1 Texas, joined by 17 other states, sued the federal government over the ACA in 2018. Trial judge Reed O’Connor of the U.S. District Court for the Northern District of Texas invalidated the entire law late last year, finding that because Congress zeroed out the law’s individual mandate penalty in 2017, the entire law became unconstitutional. That is linked to a 2012 Supreme Court ruling in which the high court upheld the law based on its penalty or tax status.
2 If the ACA falls, that could spell the end of many politically popular provisions of the law, including protections for those with pre-existing conditions, certain free preventive services and coverage for dependent children up to the age of 26, with no credible plan in place to deal with the fallout.

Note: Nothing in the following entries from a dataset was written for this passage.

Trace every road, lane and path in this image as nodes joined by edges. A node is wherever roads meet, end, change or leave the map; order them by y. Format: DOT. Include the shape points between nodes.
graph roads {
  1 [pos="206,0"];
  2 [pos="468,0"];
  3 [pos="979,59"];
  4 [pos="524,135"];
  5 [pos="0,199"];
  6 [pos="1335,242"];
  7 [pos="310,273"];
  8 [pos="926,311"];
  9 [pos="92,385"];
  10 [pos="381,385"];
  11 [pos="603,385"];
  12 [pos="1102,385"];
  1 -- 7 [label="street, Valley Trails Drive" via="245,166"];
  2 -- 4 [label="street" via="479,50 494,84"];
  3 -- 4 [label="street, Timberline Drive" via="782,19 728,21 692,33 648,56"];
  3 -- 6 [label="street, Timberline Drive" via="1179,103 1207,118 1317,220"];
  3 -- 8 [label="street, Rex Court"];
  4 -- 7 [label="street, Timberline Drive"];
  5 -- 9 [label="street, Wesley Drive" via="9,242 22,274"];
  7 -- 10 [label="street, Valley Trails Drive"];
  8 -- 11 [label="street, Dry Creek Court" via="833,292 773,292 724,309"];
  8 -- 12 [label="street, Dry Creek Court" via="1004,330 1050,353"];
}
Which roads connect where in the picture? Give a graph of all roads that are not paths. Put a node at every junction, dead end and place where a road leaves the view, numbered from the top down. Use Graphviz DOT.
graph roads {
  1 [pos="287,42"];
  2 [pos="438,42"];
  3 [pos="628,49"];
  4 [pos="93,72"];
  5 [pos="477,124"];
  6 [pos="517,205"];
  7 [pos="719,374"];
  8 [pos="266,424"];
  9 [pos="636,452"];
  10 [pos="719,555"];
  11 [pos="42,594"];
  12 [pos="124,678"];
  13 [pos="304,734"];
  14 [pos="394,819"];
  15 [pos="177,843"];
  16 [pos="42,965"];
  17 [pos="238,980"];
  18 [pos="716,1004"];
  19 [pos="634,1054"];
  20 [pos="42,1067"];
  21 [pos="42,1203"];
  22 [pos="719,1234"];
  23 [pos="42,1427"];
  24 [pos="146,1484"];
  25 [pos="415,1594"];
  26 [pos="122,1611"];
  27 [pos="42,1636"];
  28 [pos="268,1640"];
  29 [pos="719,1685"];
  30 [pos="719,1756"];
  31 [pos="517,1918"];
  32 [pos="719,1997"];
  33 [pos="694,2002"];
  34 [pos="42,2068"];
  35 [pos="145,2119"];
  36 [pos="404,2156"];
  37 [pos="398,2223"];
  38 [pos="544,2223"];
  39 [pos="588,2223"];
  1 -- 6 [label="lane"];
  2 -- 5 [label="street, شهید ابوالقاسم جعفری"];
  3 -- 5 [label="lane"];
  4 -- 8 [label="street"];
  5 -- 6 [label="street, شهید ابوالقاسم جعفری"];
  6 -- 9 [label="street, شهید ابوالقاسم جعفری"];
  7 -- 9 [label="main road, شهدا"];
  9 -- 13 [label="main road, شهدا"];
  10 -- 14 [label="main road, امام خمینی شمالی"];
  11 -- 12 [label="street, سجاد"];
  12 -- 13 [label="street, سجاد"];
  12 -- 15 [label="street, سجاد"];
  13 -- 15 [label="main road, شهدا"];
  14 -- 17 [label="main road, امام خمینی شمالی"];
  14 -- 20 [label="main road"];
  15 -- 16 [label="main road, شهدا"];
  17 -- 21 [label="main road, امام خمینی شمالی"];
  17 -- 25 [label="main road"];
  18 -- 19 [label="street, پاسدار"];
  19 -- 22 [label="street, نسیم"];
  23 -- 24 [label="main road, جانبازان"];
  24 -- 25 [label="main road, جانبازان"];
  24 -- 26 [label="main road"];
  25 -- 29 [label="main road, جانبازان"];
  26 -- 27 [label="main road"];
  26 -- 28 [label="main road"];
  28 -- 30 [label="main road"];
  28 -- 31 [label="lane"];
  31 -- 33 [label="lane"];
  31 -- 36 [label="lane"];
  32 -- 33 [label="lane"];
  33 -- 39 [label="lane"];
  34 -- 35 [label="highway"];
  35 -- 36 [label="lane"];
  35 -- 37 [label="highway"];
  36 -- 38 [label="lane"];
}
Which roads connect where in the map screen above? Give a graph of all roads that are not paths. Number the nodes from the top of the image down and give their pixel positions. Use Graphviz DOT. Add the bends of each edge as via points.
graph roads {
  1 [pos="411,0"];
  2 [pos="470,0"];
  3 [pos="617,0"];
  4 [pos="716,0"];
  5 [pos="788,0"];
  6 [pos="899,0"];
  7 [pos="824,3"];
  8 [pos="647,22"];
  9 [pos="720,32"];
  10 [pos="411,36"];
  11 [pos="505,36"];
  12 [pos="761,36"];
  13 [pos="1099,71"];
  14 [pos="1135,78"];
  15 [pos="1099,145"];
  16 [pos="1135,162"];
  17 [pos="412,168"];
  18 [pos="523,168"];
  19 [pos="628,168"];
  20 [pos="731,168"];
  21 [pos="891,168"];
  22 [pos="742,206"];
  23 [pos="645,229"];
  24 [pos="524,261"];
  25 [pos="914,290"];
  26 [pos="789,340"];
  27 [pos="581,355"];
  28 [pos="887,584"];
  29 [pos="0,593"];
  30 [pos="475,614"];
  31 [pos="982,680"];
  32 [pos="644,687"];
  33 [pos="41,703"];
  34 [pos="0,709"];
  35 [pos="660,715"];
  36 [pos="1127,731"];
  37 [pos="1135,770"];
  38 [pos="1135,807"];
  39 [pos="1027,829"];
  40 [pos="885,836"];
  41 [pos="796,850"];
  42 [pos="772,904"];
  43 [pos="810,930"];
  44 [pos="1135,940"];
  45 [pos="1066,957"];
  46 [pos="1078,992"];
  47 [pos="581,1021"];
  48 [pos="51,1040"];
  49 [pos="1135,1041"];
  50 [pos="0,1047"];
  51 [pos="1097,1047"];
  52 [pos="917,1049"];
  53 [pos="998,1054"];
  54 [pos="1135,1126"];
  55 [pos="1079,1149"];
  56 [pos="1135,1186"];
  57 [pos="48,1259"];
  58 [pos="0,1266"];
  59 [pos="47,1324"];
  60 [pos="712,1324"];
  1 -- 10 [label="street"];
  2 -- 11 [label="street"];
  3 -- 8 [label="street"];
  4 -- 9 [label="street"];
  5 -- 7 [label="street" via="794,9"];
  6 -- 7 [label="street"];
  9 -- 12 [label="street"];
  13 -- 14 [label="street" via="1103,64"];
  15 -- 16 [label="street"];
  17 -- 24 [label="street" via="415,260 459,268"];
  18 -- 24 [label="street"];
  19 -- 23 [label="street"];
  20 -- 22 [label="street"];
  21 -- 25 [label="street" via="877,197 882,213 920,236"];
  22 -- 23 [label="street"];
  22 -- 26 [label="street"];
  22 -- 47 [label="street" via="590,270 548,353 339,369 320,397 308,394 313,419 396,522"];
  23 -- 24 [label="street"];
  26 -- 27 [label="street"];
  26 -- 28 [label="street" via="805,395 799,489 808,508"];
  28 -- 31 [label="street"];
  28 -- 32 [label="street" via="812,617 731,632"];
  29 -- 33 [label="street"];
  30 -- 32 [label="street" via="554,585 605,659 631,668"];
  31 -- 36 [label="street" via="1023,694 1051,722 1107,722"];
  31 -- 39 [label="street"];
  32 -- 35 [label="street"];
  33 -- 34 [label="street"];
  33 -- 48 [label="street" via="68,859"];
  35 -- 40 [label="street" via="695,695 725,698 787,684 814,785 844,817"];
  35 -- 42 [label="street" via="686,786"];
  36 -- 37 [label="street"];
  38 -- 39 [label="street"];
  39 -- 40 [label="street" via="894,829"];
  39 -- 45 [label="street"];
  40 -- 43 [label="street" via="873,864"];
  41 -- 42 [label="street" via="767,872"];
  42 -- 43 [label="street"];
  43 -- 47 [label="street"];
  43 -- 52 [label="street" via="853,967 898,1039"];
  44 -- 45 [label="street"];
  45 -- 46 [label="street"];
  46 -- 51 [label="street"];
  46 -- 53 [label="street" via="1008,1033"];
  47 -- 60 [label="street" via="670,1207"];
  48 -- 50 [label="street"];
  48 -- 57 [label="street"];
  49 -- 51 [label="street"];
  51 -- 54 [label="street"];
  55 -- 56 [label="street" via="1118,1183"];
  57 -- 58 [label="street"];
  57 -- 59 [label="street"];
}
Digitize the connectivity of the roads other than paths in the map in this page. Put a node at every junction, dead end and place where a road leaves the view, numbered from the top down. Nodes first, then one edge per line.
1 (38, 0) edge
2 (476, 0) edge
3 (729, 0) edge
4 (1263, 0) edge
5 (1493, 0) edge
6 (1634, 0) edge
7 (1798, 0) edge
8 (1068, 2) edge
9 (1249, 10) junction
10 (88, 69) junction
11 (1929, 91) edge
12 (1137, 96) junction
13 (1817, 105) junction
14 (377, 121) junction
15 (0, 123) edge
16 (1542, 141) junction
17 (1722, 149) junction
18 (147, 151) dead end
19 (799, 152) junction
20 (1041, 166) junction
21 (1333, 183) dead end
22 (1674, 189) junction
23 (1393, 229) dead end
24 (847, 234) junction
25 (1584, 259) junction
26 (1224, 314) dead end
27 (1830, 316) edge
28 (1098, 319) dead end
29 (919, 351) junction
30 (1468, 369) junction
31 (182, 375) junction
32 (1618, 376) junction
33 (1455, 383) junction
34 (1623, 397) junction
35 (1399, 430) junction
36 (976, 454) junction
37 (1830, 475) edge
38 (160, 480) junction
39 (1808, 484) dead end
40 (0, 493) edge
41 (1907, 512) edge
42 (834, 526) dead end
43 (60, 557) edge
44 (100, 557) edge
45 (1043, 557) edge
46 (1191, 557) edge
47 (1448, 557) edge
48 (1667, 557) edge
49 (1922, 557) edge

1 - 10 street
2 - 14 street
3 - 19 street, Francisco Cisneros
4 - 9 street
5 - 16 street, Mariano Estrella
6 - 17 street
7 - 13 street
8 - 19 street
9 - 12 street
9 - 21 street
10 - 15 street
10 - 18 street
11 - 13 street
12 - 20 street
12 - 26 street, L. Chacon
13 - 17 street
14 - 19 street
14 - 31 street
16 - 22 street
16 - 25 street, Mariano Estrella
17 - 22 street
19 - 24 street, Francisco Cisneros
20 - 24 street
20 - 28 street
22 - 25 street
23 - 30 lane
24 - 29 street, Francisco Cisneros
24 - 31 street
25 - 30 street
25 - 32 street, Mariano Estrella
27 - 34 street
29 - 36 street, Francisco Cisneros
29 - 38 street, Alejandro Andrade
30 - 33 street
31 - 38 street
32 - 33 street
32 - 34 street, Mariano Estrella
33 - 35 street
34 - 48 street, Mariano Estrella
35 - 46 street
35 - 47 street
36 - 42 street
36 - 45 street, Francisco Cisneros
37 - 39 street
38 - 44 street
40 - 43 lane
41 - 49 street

3 The Affordable Care Act sets limits on insurer profits, and in an effort to protect consumers, the law requires plans to spend a majority of premium dollars on actual care, or claims for their patients. Insurers in 2018 were highly profitable and arguably overpriced, which is why rebates are so large despite being averaged across less favorable years (2016 and 2017).
4 “Premiums for HealthCare.gov Plans are down 4 percent but remain unaffordable to non-subsidized consumers”, CMS Newsroom, Oct. 22, 2019
5 “The Individual Market May Have Shrunk, But More and More Insurers Are Banking on Health Law’s Profits”, KHN, Aug 23, 2019
6 Anthem plans to expand its ACA coverage in Virginia next year. Centene, which has 12 million enrollees nationwide, plans to expand into new ACA markets next year, after entering three new markets last year. Bright Health will offer ACA plans in six more states, on top of the four it now serves. Oscar, offered ACA plans in nine states and plans to enter Colorado, Pennsylvania and Virginia, as well as new areas of New York and Texas.
7 Additionally, some states have expressed an interest in implementing a narrow network model for their state Medicaid beneficiaries
8 FQHCs receive enhanced reimbursement that includes a “wrap around” payment covering the difference of the FQHC Prospective Payment System or “PPS” rate and the actual payment from the Managed Care Organization (MCO) on a per encounter basis.